By REBECCA LATTANZIO
As a student at UM, I tend to stay away from other schools’ websites or databases even though they might have very useful information. Well, I found the perfect example of limiting my research to UM sources is a bad idea! NYU has also created a similar blog to this one that provides tools for NYU journalism students. They are sharing useful information the same way we are and they can use our links the same way we can use theirs.
The site is also run by WordPress and includes a topic or tag list and a way to navigate through recent and previous posts. Some of the more interesting posts I saw included one on how to write biographical information. It showed you how to find an obituary in Lexis-Nexis, a tool we have access to as students, as well as links to ancestry websites and questions to ask yourself before beginning your research like ‘how well known is the person?’

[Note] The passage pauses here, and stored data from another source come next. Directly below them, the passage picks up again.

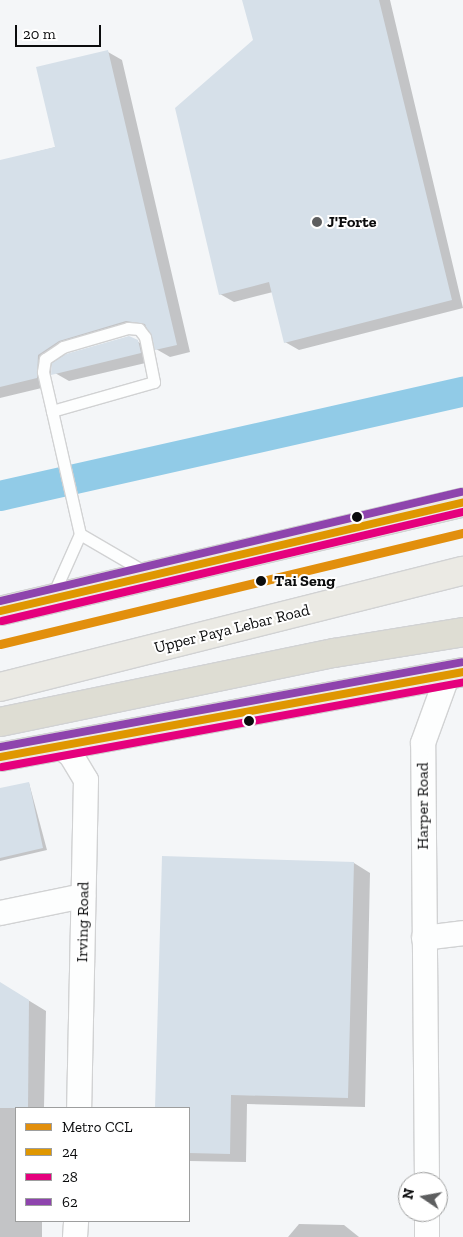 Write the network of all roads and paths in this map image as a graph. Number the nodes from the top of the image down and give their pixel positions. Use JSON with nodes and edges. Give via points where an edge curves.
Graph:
{"nodes":[{"id":1,"x":53,"y":417,"type":"junction"},
{"id":2,"x":463,"y":502,"type":"edge"},
{"id":3,"x":80,"y":532,"type":"junction"},
{"id":4,"x":463,"y":572,"type":"edge"},
{"id":5,"x":151,"y":576,"type":"junction"},
{"id":6,"x":52,"y":599,"type":"junction"},
{"id":7,"x":0,"y":610,"type":"edge"},
{"id":8,"x":463,"y":632,"type":"edge"},
{"id":9,"x":455,"y":675,"type":"edge"},
{"id":10,"x":0,"y":686,"type":"edge"},
{"id":11,"x":0,"y":722,"type":"edge"},
{"id":12,"x":59,"y":746,"type":"junction"},
{"id":13,"x":0,"y":757,"type":"edge"},
{"id":14,"x":83,"y":896,"type":"junction"},
{"id":15,"x":0,"y":913,"type":"edge"},
{"id":16,"x":463,"y":932,"type":"edge"},
{"id":17,"x":424,"y":938,"type":"junction"},
{"id":18,"x":79,"y":1107,"type":"edge"},
{"id":19,"x":427,"y":1172,"type":"edge"},
{"id":20,"x":76,"y":1222,"type":"edge"},
{"id":21,"x":427,"y":1222,"type":"edge"},
{"id":22,"x":75,"y":1237,"type":"edge"},
{"id":23,"x":427,"y":1237,"type":"edge"}],
"edges":[{"from":1,"to":1,"type":"lane","via":[[43,372],[45,359],[53,351],[128,328],[139,329],[145,337],[154,382]]},
{"from":1,"to":3,"type":"lane"},
{"from":2,"to":5,"type":"main road"},
{"from":3,"to":5,"type":"lane"},
{"from":3,"to":6,"type":"lane"},
{"from":4,"to":10,"type":"main road","name":"Upper Paya Lebar Road"},
{"from":5,"to":6,"type":"main road"},
{"from":6,"to":7,"type":"main road"},
{"from":8,"to":11,"type":"highway","via":[[324,655]]},
{"from":9,"to":12,"type":"main road"},
{"from":9,"to":17,"type":"street","name":"Harper Road","via":[[423,743]]},
{"from":12,"to":13,"type":"main road"},
{"from":12,"to":14,"type":"street","name":"Irving Road","via":[[71,755],[86,780]]},
{"from":14,"to":15,"type":"street"},
{"from":14,"to":18,"type":"street","name":"Irving Road"},
{"from":16,"to":17,"type":"street"},
{"from":17,"to":19,"type":"street","name":"Harper Road"},
{"from":20,"to":22,"type":"street"},
{"from":21,"to":23,"type":"street"}]} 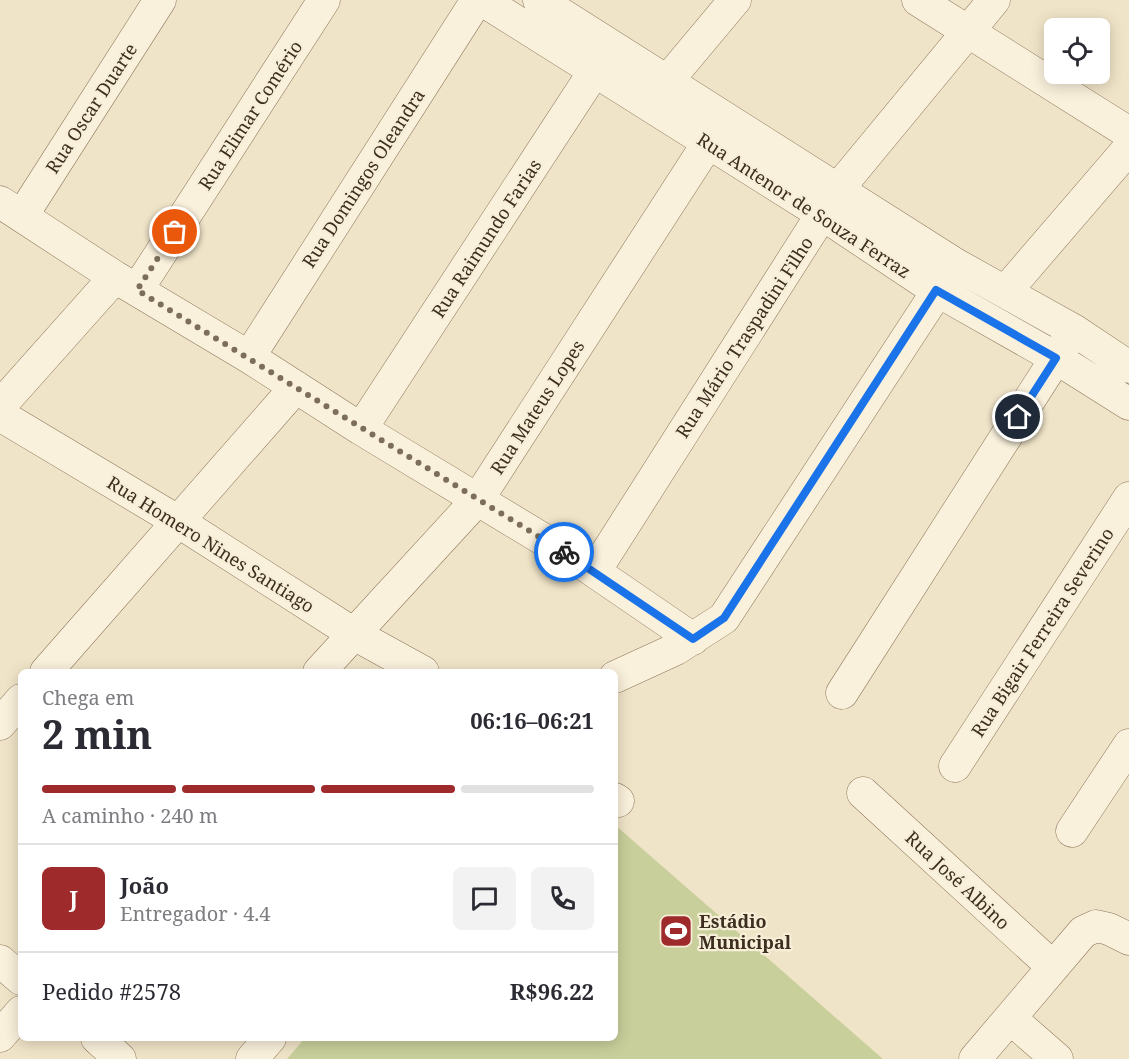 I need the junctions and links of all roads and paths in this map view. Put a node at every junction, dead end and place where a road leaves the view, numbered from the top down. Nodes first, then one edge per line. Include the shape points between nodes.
1 (160, 0) edge
2 (324, 0) edge
3 (477, 0) edge
4 (482, 0) edge
5 (539, 0) edge
6 (735, 0) edge
7 (918, 0) edge
8 (994, 0) edge
9 (967, 31) junction
10 (602, 59) junction
11 (668, 80) junction
12 (716, 130) junction
13 (1129, 133) edge
14 (1129, 148) edge
15 (830, 202) junction
16 (11, 209) edge
17 (956, 264) junction
18 (126, 284) junction
19 (936, 290) junction
20 (1006, 291) junction
21 (1075, 331) junction
22 (249, 357) junction
23 (1056, 358) junction
24 (1129, 367) edge
25 (296, 387) junction
26 (1129, 404) edge
27 (0, 406) edge
28 (0, 415) edge
29 (362, 429) junction
30 (1129, 498) edge
31 (478, 499) junction
32 (179, 522) junction
33 (595, 571) junction
34 (354, 634) junction
35 (693, 639) junction
36 (49, 669) edge
37 (322, 669) edge
38 (418, 669) edge
39 (618, 675) edge
40 (842, 693) dead end
41 (18, 703) edge
42 (0, 724) edge
43 (1129, 745) edge
44 (955, 766) dead end
45 (863, 793) dead end
46 (1072, 831) dead end
47 (1129, 939) edge
48 (0, 962) edge
49 (1053, 968) junction
50 (18, 977) edge
51 (18, 1015) edge
52 (1010, 1018) junction
53 (0, 1036) edge
54 (100, 1041) edge
55 (267, 1041) edge
56 (120, 1059) edge
57 (252, 1059) edge
58 (975, 1059) edge
59 (1057, 1059) edge

1 - 16 street, Rua Oscar Duarte
2 - 18 street, Rua Elimar Comério
3 - 22 street, Rua Domingos Oleandra
4 - 10 street, Rua Antenor de Souza Ferraz
5 - 10 street, Rua Antenor de Souza Ferraz
6 - 11 street
7 - 9 street
8 - 9 street, Rua Mário Traspadini Filho
9 - 13 street
9 - 15 street, Rua Mário Traspadini Filho
10 - 11 street, Rua Antenor de Souza Ferraz
10 - 12 street, Rua Antenor de Souza Ferraz
10 - 29 street, Rua Raimundo Farias
11 - 12 street, Rua Antenor de Souza Ferraz
12 - 15 street, Rua Antenor de Souza Ferraz
12 - 31 street, Rua Mateus Lopes
14 - 20 street
15 - 17 street, Rua Antenor de Souza Ferraz
15 - 19 street, Rua Antenor de Souza Ferraz
15 - 33 street, Rua Mário Traspadini Filho
16 - 18 street
17 - 19 street
17 - 20 street, Rua Antenor de Souza Ferraz
18 - 22 street
18 - 27 street, Rua Elimar Comério
19 - 23 street, Rua Antenor de Souza Ferraz
19 - 35 street via 724,618
20 - 21 street, Rua Antenor de Souza Ferraz
21 - 23 street
21 - 24 street, Rua Antenor de Souza Ferraz
22 - 25 street
23 - 26 street, Rua Antenor de Souza Ferraz
23 - 40 street
25 - 29 street
25 - 32 street
28 - 32 street, Rua Homero Nines Santiago
29 - 31 street
30 - 44 street, Rua Bigair Ferreira Severino
31 - 33 street
31 - 34 street, Rua Mateus Lopes
32 - 34 street, Rua Homero Nines Santiago
32 - 36 street
33 - 35 street
34 - 37 street, Rua Mateus Lopes
34 - 38 street, Rua Homero Nines Santiago
35 - 39 street
41 - 42 street
43 - 46 street
45 - 49 street, Rua José Albino
47 - 49 street via 1096,926 1083,932
48 - 50 street
49 - 52 street
51 - 53 street
52 - 58 street
52 - 59 street
54 - 56 street
55 - 57 street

Another great post I found was a list of tools and websites that helped keep track of the ever-changing world of journalism ethics. It even included a database that gave you examples of situations where journalism ethics were an issue.
The site includes topics and the sites that are best for that info. There isn’t too much personal blog content, but as far as databases, it covers a lot of information. There are lists of links to international news sources, historical newspapers, and background check sites. The posts date back to September of 2007, but it hasn’t been updated since March of 2009, which is a downside.
If you need information on New York City, the blog site is particularly helpful. It includes links and blogs about NYC neighborhoods, buildings, and laws. It might be helpful for students in universities across the country to provide this information for their particular state.
I think as journalists it is important for us to help each other out so that we provide the most accurate and high quality information to the public. Instead of competing with other sports we should be sharing our knowledge and experience.